_TASK DESCRIPTION:_ Nothing but the lines from the one with "thumb tip: (538, 373)" down to the one with "pinky tip: (613, 278)" should be returned, exactly and with both ends included, from the material below.
*** DATA PROVIDED
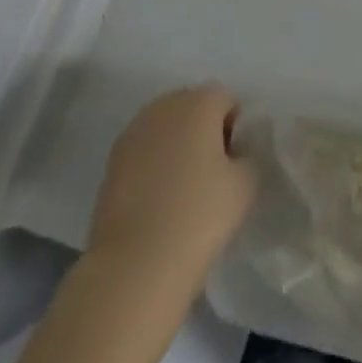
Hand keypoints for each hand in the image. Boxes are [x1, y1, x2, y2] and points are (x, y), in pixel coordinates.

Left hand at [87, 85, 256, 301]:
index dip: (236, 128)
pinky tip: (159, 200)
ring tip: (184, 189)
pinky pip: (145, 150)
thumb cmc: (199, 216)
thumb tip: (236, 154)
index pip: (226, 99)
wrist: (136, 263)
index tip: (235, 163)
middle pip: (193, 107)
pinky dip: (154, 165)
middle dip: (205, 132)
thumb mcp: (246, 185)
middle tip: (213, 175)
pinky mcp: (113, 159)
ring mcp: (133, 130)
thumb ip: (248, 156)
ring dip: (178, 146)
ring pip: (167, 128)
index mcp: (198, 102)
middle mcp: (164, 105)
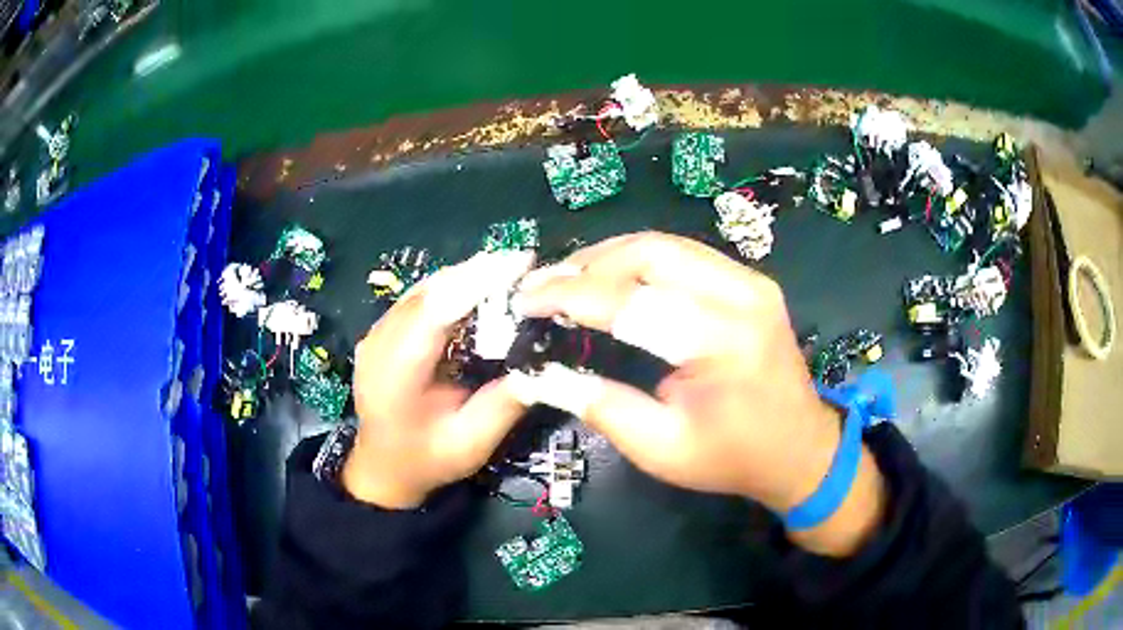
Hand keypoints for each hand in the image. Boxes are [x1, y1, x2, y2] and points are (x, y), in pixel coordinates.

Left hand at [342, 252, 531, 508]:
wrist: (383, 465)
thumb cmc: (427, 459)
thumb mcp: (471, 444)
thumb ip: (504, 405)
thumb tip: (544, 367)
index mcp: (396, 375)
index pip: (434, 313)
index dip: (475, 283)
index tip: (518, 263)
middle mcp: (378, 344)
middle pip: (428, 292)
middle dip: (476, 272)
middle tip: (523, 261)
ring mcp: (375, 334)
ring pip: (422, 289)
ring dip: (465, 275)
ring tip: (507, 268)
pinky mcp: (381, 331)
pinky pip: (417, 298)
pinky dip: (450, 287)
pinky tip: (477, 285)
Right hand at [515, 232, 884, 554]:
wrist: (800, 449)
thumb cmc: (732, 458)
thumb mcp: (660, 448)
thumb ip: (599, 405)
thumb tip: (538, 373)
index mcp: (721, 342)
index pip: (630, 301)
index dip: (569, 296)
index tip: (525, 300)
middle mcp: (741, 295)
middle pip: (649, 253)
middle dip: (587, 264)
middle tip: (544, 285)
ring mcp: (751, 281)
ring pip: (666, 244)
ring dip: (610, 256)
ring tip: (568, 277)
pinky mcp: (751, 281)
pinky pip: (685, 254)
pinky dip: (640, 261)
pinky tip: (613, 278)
******
*** DATA PROVIDED
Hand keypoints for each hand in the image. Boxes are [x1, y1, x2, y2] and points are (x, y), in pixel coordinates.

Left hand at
******
*** DATA PROVIDED
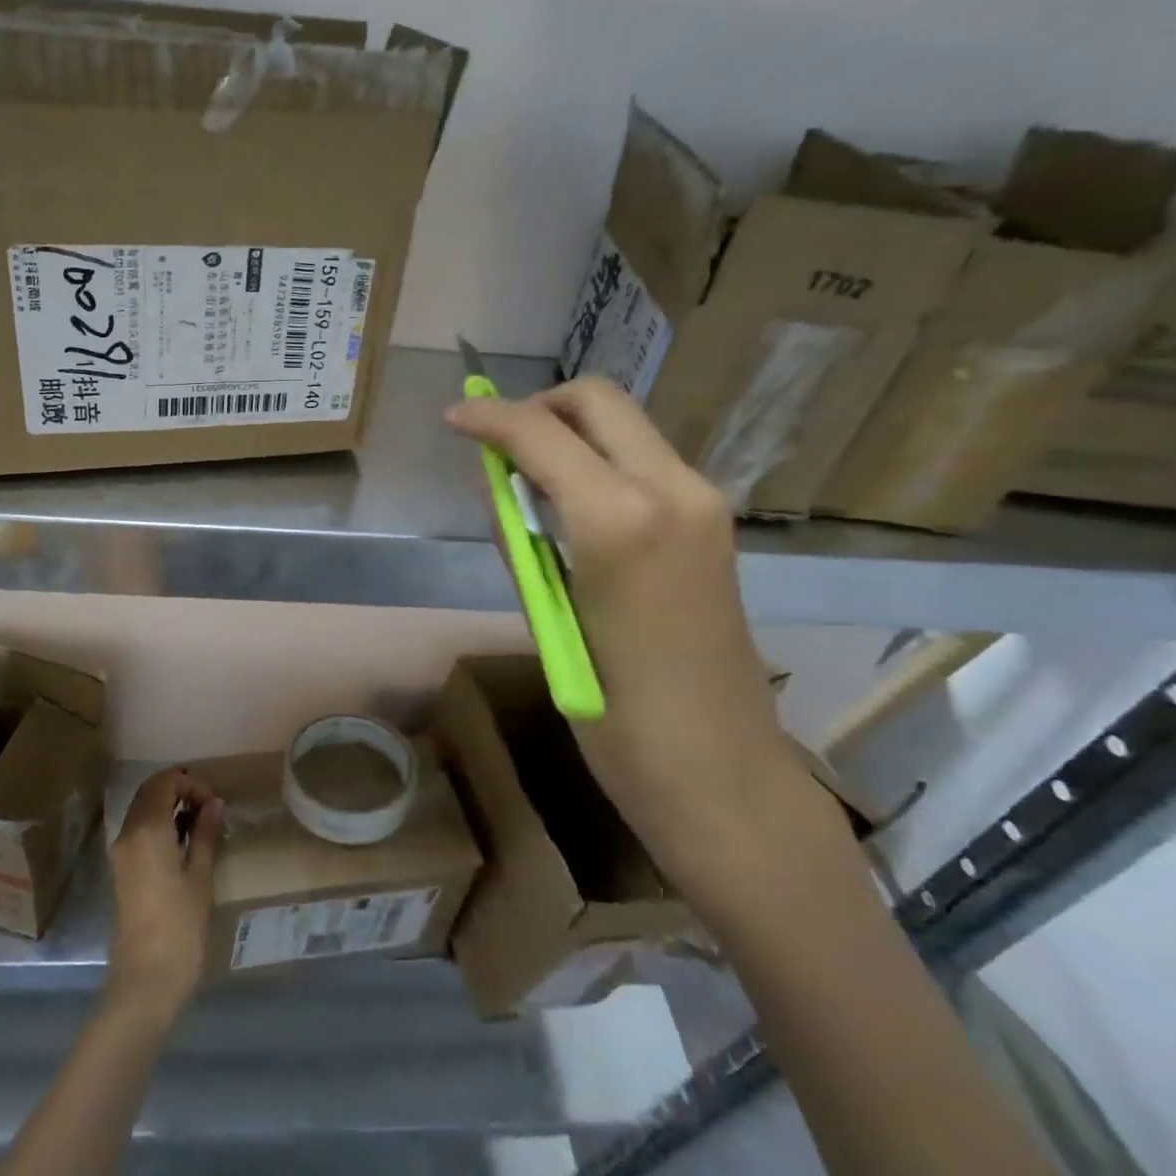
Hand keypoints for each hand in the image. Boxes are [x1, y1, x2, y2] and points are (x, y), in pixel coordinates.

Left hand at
******
_ANSWER SECTION:_
thumb tip: (538, 373)
index mcp: (721, 342)
index pip: (630, 301)
index dip: (569, 296)
index tip: (525, 300)
middle mcp: (741, 295)
middle pip: (649, 253)
middle dip: (587, 264)
middle tip: (544, 285)
ring mcp: (751, 281)
ring pip: (666, 244)
ring dip: (610, 256)
ring tip: (568, 277)
pinky mcp: (751, 281)
pinky pip: (685, 254)
pinky dip: (640, 261)
pinky tip: (613, 278)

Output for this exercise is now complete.